The complete set includes everything you need to get started teaching your child (recommended age for Rhythm of Handwriting is 4 to adult) cursive handwriting. You get a softcover workbook ($15), a white board for practicing ($12), cursive tactile cards which are like flash cards, but the letters on the front are a sandpaper-like texture for the child to feel how the letter goes ($28), and a cursive handwriting chart which details each letter along with the steps for forming that letter ($10). You can purchase the items separately at the prices listed above or as a complete set for $65. The only things you need to provide are a dry erase marker, a pencil, and a student.
Inside the workbook are several suggested schedules for teaching the letters.

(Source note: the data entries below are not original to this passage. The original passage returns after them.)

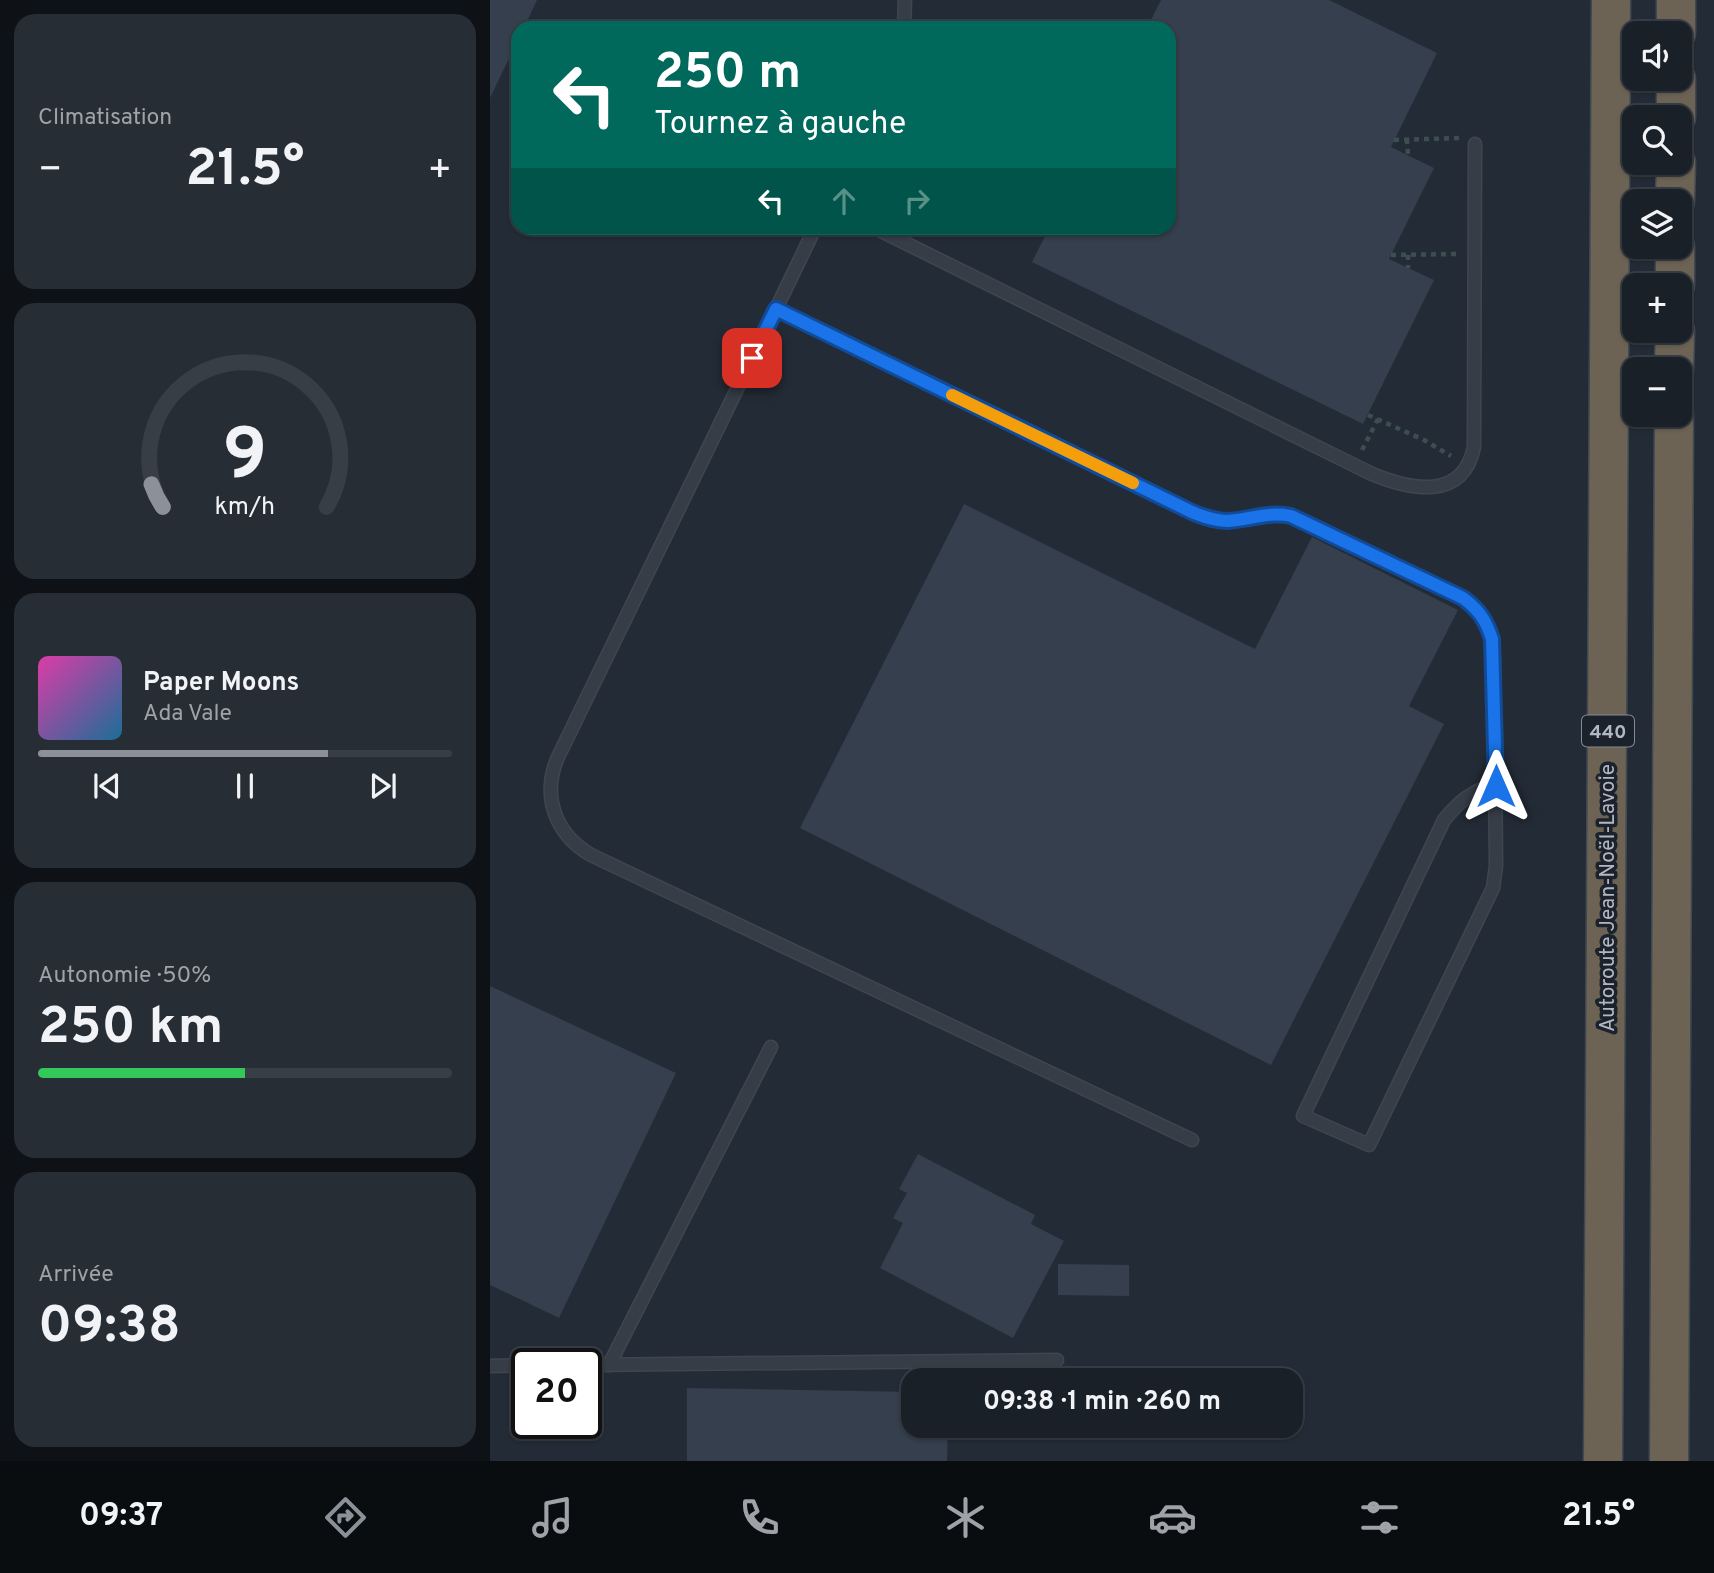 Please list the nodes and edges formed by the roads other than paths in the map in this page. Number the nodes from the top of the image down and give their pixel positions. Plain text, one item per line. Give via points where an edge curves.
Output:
1 (905, 0) edge
2 (1611, 0) edge
3 (1676, 0) edge
4 (904, 21) edge
5 (1676, 21) edge
6 (1475, 144) dead end
7 (812, 235) edge
8 (889, 235) edge
9 (776, 309) junction
10 (1674, 427) edge
11 (1496, 786) junction
12 (771, 1047) dead end
13 (1192, 1140) dead end
14 (1057, 1360) dead end
15 (602, 1364) edge
16 (609, 1364) junction
17 (511, 1365) edge
18 (490, 1366) edge
19 (1603, 1461) edge
20 (1669, 1461) edge

1 - 4 lane
2 - 19 highway, Autoroute Jean-Noël-Lavoie / 440
3 - 5 highway
6 - 8 lane via 1475,447 1459,478 1437,486 1393,483
7 - 9 lane
9 - 11 lane via 1194,513 1226,521 1279,513 1291,516 1463,598 1477,609 1492,639
9 - 13 lane via 558,757 550,787 556,818 567,836 591,855
10 - 20 highway
11 - 11 lane via 1493,888 1369,1146 1303,1116 1444,820 1470,795
12 - 16 lane
14 - 16 lane
15 - 16 lane
17 - 18 lane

It all depends on the age and enthusiasm of your student. Because Munchkin is a solid reader and writer, we moved pretty quickly through the workbook; he learned 4 new letters a day on the “learning” days and moved even faster through on the “review/word” days.
We started the program using it exactly as prescribed. This involved going over the letter names and sounds on the flash cards, having him trace the texture of the letter on the card with his finger, having me describe exactly how to form the letters to him, and then finally having him write the letters in the workbook.
He quickly grew tired of this.
He’s the strongest reader of the two boys, so he already knew the letter sounds; that made that portion of the lesson unnecessary. The workbook includes large versions of the letters that he traced with his finger when he felt it was necessary to “figure it out,” so we didn’t end up using the cards all that often – the book alone was enough. The same was true for the white board. He was competent enough to just dive right into the workbook, using a pencil. I’m not saying this to diminish the necessity/quality of those products – they’re fabulous. They just weren’t necessary in our situation. For a younger child, or one who isn’t a super strong reader/writer, they would be invaluable assets.
I think this program was great. It was easy to teach, and I felt like it was easy for Munchkin to learn the letters. And he’s so excited to be able to read and write in cursive now.
I really like it. My favorite part was learning the capital letters because they’re more complicated. I liked the challenge. Learning to combine letters into words was exciting too. It’s awesome because you can clearly read cursive when you learn to write it.